You let your mom buy an AIO with an E-series APU? Bad son!

Seriously though, why not an AIO with at least an IB Pentium, or 1007U / 1037U? If you're going to spend the money to upgrade, and she holds on to her machines that long, don't you think that if the CPU is marginally faster than what she had before, then in five years time, it will be REALLY slow, in comparison to current rigs five years from now. Why put her intentionally behind the 8-ball, so to speak?

These CPUs have a role, and that role, generally speaking, is to improve margins for OEMs as they sell the next generation of lowest-common-denominator hardware to people that still need/want a Windows PC for basic tasks at home.
Listen to yourself, seemingly defending this practice. It's like selling watered-down milk.

There is no absolute mandate that Moore's Law is going to make low-end chips as good as a mid-range chip from 5-8 years ago when grandma and grandpa don't need anything as good as, say, an E8400.
No, but market forces should ensure that. That is, if we had a healthy, demand-based market.
 

pw257008

Senior member
Jan 11, 2014
288
0
0
How is the market not demand-based? It's not like the salespeople at Best Buy or Micro Center want people to buy the E1s. They're doing their best to upsell to the core series, and talk down Celerons and E-series.
 

AtenRa

Lifer
Feb 2, 2009
14,003
3,362
136
The system in question is this:

http://www.futureshop.ca/en-CA/prod...63e63b9a8ecfeb75e1666b7en02&SearchPageIndex=1

I could see the point, maybe, when they do low power CPUs in something like an AIO, but the system in question looks like a traditional desktop and has a powerful sounding moniker, a quad-core Pentium J2900. At least if they are selling low-powered, low-performing stuff, they should be more forthcoming.

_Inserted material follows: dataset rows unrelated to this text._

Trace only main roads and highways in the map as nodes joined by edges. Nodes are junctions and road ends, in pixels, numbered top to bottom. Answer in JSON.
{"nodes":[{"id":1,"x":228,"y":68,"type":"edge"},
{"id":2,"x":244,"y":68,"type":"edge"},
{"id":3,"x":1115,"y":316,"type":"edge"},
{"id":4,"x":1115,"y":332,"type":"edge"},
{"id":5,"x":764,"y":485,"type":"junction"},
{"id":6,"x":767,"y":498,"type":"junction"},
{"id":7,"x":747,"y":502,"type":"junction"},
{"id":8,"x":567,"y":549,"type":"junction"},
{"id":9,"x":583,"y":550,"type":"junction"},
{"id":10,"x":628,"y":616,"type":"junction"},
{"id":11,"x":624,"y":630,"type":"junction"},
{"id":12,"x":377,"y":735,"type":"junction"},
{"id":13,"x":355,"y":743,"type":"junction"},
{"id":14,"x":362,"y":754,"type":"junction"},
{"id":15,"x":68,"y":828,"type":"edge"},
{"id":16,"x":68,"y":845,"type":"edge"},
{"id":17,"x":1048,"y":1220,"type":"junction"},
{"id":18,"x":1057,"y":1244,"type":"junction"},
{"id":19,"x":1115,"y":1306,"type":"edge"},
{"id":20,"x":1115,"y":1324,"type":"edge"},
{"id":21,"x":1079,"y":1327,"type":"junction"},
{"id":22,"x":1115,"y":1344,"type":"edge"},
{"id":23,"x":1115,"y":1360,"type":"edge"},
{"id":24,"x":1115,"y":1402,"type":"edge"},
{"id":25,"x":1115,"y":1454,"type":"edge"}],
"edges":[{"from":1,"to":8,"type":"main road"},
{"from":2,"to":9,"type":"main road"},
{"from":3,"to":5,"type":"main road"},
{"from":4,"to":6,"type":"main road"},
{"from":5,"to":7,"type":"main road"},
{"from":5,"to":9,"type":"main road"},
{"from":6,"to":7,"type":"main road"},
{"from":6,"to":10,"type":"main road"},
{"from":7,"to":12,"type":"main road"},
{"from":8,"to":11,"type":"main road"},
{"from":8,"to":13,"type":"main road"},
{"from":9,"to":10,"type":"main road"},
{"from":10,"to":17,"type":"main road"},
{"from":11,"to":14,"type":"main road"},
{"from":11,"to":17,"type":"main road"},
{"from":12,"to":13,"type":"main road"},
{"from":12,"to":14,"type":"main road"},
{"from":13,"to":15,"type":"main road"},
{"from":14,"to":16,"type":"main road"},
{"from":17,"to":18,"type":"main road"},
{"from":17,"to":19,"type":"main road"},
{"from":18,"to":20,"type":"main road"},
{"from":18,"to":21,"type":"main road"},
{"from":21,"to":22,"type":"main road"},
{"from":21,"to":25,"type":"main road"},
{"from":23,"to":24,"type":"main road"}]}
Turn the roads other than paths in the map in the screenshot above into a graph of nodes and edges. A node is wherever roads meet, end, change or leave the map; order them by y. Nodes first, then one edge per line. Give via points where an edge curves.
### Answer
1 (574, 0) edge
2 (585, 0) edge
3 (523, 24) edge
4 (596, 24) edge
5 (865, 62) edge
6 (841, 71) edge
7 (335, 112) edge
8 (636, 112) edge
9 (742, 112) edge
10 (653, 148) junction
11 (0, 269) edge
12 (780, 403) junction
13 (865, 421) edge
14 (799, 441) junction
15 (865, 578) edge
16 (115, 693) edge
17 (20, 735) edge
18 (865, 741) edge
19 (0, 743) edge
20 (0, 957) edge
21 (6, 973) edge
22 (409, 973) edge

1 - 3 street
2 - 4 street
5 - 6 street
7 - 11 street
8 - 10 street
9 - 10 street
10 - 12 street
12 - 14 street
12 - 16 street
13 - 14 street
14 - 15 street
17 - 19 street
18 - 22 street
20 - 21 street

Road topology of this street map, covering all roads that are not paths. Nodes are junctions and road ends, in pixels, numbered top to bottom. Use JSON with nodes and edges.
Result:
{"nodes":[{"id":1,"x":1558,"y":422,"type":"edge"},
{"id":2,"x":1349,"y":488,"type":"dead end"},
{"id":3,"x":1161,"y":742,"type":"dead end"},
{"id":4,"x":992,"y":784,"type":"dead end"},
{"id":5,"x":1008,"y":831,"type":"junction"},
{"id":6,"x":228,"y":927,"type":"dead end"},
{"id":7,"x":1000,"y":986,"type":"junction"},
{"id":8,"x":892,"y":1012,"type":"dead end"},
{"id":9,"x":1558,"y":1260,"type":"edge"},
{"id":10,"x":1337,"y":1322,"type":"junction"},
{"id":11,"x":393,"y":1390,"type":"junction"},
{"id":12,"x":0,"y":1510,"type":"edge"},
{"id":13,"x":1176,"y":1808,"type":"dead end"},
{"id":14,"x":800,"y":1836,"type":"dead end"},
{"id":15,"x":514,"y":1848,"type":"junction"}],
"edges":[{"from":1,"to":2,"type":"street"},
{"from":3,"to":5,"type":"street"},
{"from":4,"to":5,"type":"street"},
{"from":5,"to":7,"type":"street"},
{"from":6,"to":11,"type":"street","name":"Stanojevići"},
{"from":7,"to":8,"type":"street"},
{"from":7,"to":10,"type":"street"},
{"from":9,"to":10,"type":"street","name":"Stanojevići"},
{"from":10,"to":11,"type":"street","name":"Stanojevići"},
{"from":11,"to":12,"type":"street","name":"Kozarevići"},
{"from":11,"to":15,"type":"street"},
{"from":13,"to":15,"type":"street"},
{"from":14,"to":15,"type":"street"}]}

That system is a mini-itx case Desktop, it is very small and quiet. You can put it bellow your TV or on-top of your desktop. You can even upgrade it later with a new 14nm ATOM based BGA mobo/APU. It is not the fastest in its price but it sure has everything anyone is looking for this type of PC and it also has the lowest power consumption.
The Performance those APUs have is adequate for everyday usage like browsing, video playback, light office and more.
 

Revolution 11

Senior member
Jun 2, 2011
952
79
91
How is the market not demand-based? It's not like the salespeople at Best Buy or Micro Center want people to buy the E1s. They're doing their best to upsell to the core series, and talk down Celerons and E-series.

Seems like you have never been to Best Buy before. What they want to do is trick the buyer into thinking that a E-series is better than the Core CPUs and pay more for it to boot.